TASK REQUIREMENTS - Of all the entries below, retype only the lines from the one with "Trace all roads" through the one with "Write the network", exactly as they appear.

>>>>>

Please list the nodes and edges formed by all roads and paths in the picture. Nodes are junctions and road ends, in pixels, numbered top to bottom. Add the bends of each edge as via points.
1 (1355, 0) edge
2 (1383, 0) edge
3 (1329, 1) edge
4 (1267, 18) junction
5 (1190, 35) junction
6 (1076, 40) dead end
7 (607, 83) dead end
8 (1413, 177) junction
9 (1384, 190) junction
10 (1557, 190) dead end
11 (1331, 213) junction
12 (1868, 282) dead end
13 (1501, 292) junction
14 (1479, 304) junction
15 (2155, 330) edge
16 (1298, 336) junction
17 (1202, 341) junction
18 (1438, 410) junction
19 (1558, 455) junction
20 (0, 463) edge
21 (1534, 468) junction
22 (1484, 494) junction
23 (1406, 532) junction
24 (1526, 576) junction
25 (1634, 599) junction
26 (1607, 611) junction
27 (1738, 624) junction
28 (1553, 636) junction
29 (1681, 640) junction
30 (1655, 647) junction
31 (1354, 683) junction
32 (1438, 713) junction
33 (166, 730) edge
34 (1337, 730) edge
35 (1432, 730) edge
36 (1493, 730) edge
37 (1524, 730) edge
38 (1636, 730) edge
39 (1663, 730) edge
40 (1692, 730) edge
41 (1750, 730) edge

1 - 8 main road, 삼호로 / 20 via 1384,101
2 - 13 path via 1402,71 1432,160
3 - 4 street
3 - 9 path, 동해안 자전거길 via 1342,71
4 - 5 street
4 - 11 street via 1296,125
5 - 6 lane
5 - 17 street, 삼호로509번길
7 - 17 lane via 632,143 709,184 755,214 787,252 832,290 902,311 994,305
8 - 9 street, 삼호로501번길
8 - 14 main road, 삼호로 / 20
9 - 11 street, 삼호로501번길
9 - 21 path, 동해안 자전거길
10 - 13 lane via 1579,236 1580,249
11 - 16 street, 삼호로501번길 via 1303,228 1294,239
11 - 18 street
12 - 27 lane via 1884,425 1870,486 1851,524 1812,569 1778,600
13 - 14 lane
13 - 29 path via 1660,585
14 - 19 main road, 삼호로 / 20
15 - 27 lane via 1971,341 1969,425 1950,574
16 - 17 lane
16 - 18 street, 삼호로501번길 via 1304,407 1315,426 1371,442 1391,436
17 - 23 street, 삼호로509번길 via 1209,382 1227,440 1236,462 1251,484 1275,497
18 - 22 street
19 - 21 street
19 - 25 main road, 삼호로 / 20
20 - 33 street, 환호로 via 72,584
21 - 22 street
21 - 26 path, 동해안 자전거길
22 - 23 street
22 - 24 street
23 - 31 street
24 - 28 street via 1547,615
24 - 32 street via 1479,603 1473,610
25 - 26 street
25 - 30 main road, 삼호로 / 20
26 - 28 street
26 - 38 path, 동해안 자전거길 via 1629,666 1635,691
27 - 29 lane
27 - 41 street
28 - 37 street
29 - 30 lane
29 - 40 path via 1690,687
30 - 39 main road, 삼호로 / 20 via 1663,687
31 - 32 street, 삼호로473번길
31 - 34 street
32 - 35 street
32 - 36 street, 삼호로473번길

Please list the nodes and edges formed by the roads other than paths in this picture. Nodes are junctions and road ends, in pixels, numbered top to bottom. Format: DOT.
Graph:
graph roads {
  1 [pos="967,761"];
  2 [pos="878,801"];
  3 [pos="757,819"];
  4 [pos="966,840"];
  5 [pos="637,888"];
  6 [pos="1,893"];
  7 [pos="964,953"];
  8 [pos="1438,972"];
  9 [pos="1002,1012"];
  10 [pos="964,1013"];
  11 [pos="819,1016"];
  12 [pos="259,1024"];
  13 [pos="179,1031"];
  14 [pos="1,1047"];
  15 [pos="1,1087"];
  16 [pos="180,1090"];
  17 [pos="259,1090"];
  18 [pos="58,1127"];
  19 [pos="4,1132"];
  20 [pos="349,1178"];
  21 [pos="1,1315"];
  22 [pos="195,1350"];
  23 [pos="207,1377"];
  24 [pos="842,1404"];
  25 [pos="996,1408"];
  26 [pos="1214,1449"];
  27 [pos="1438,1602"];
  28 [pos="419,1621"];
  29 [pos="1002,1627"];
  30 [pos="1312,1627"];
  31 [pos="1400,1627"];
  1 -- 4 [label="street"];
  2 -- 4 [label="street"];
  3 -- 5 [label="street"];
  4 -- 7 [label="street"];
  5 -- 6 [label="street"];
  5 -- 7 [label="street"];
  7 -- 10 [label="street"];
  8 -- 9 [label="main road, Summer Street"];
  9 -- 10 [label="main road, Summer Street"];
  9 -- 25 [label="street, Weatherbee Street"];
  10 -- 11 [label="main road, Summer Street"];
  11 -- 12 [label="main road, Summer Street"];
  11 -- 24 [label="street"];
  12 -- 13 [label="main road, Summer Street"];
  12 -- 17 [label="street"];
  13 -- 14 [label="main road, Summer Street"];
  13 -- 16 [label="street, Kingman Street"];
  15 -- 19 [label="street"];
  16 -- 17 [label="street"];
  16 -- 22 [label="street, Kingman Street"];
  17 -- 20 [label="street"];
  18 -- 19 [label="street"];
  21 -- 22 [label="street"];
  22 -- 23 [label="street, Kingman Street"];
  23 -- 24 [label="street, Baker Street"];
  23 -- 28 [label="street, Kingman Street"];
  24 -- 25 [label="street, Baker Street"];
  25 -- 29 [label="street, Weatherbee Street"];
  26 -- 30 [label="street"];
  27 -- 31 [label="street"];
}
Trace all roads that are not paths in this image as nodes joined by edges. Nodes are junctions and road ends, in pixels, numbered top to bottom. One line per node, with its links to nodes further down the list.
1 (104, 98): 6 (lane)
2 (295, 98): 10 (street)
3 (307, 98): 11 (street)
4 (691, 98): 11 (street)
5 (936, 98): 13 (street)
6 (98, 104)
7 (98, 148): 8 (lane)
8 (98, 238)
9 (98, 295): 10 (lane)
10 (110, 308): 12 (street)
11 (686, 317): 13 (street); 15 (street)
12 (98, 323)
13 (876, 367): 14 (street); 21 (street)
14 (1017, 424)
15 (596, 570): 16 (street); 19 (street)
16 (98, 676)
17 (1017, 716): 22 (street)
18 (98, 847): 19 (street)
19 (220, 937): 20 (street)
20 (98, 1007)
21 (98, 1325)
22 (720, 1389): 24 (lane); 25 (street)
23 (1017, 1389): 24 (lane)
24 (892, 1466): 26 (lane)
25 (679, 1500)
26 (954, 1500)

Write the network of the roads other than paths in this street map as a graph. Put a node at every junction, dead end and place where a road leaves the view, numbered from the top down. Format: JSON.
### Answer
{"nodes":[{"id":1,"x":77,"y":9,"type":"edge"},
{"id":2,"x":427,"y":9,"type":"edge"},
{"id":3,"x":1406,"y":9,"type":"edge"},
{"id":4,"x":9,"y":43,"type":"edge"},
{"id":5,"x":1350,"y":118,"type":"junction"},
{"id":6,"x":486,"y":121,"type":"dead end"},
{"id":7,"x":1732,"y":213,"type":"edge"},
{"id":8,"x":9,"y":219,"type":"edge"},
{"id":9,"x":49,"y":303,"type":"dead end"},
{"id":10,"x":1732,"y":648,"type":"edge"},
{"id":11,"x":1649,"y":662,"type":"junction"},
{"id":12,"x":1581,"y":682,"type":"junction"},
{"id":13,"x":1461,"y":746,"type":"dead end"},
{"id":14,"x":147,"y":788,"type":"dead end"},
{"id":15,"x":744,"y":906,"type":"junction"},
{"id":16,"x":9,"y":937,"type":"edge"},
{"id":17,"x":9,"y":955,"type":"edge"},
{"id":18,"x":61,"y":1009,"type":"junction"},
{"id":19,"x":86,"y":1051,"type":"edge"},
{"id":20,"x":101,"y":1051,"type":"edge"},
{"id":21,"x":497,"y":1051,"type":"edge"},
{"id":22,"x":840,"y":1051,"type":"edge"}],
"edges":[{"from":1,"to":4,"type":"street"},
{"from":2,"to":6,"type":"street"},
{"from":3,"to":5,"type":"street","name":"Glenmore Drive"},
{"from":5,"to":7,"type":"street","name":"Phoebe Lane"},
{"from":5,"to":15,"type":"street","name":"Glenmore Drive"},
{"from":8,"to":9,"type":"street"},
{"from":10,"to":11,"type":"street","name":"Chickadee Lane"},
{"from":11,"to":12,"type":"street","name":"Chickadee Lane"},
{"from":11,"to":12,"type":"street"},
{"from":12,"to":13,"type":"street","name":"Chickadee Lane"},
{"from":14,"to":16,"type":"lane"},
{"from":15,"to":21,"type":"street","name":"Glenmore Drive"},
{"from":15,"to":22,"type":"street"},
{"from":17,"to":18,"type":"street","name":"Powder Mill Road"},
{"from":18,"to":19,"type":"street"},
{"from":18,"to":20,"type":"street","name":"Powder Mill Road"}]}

<<<<<

SOLUTION BELOW -
Trace all roads that are not paths in this image as nodes joined by edges. Nodes are junctions and road ends, in pixels, numbered top to bottom. One line per node, with its links to nodes further down the list.
1 (104, 98): 6 (lane)
2 (295, 98): 10 (street)
3 (307, 98): 11 (street)
4 (691, 98): 11 (street)
5 (936, 98): 13 (street)
6 (98, 104)
7 (98, 148): 8 (lane)
8 (98, 238)
9 (98, 295): 10 (lane)
10 (110, 308): 12 (street)
11 (686, 317): 13 (street); 15 (street)
12 (98, 323)
13 (876, 367): 14 (street); 21 (street)
14 (1017, 424)
15 (596, 570): 16 (street); 19 (street)
16 (98, 676)
17 (1017, 716): 22 (street)
18 (98, 847): 19 (street)
19 (220, 937): 20 (street)
20 (98, 1007)
21 (98, 1325)
22 (720, 1389): 24 (lane); 25 (street)
23 (1017, 1389): 24 (lane)
24 (892, 1466): 26 (lane)
25 (679, 1500)
26 (954, 1500)

Write the network of the roads other than paths in this street map as a graph. Put a node at every junction, dead end and place where a road leaves the view, numbered from the top down. Format: JSON.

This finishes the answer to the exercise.